## THE PROBLEM
The goal is to restate all of the records below word for word.

-----

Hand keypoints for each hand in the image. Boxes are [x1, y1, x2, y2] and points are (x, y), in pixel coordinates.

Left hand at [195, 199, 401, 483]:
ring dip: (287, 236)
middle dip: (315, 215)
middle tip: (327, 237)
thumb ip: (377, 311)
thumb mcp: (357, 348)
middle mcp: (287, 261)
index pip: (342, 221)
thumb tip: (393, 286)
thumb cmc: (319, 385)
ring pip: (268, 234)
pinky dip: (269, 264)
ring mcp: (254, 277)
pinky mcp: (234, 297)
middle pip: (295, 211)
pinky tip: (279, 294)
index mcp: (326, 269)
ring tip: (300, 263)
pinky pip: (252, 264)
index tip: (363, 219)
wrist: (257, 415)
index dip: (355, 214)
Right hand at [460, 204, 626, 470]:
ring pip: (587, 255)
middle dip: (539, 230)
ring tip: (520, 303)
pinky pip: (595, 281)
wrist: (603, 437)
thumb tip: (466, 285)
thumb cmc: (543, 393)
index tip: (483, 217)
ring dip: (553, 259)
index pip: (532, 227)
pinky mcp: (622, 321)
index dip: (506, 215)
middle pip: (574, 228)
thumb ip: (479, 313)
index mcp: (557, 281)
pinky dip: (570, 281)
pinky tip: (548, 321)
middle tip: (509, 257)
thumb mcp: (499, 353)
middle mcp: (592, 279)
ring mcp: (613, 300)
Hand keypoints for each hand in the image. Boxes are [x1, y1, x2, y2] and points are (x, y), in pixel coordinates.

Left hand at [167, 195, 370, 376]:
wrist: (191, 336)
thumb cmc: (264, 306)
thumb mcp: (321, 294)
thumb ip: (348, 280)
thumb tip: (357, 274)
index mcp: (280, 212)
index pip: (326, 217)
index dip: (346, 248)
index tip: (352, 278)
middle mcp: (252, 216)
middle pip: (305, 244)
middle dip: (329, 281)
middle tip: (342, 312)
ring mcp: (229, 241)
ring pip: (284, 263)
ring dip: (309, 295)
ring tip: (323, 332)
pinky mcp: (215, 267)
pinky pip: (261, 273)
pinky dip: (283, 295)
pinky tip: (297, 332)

-----

## RESULT FOR THIS EXERCISE
Hand keypoints for each hand in the image. Boxes are [x1, y1, x2, y2] and points are (x, y), in pixel coordinates.

Left hand at [195, 199, 401, 483]:
ring dip: (287, 236)
middle dip: (315, 215)
middle tip: (327, 237)
thumb ip: (377, 311)
thumb mcp: (357, 348)
middle mcp: (287, 261)
index pip: (342, 221)
thumb tip: (393, 286)
thumb cmc: (319, 385)
ring pip: (268, 234)
pinky dip: (269, 264)
ring mcp: (254, 277)
pinky mcp: (234, 297)
middle pip: (295, 211)
pinky tip: (279, 294)
index mcp: (326, 269)
ring tip: (300, 263)
pinky pip: (252, 264)
index tip: (363, 219)
wrist: (257, 415)
index dip: (355, 214)
Right hand at [460, 204, 626, 470]:
ring pip: (587, 255)
middle dip: (539, 230)
ring tip: (520, 303)
pinky pip: (595, 281)
wrist: (603, 437)
thumb tip: (466, 285)
thumb cmc: (543, 393)
index tip: (483, 217)
ring dip: (553, 259)
index pip: (532, 227)
pinky mcp: (622, 321)
index dip: (506, 215)
middle pip: (574, 228)
thumb ip: (479, 313)
index mcp: (557, 281)
pinky dip: (570, 281)
pinky tip: (548, 321)
middle tip: (509, 257)
thumb mcp: (499, 353)
middle mcp: (592, 279)
ring mcp: (613, 300)
Hand keypoints for each hand in the image. Boxes are [x1, y1, x2, y2] and points are (x, y), in pixel coordinates.

Left hand at [167, 195, 370, 376]:
wrist: (191, 336)
thumb cmc: (264, 306)
thumb mcp: (321, 294)
thumb ip: (348, 280)
thumb tip: (357, 274)
index mcp: (280, 212)
index pip: (326, 217)
index dip: (346, 248)
index tip: (352, 278)
middle mcp: (252, 216)
middle pip: (305, 244)
middle dip: (329, 281)
middle tip: (342, 312)
ring mcp: (229, 241)
ring pip: (284, 263)
ring dip: (309, 295)
ring tip: (323, 332)
pinky mcp: (215, 267)
pinky pip: (261, 273)
pinky dip: (283, 295)
pinky tip: (297, 332)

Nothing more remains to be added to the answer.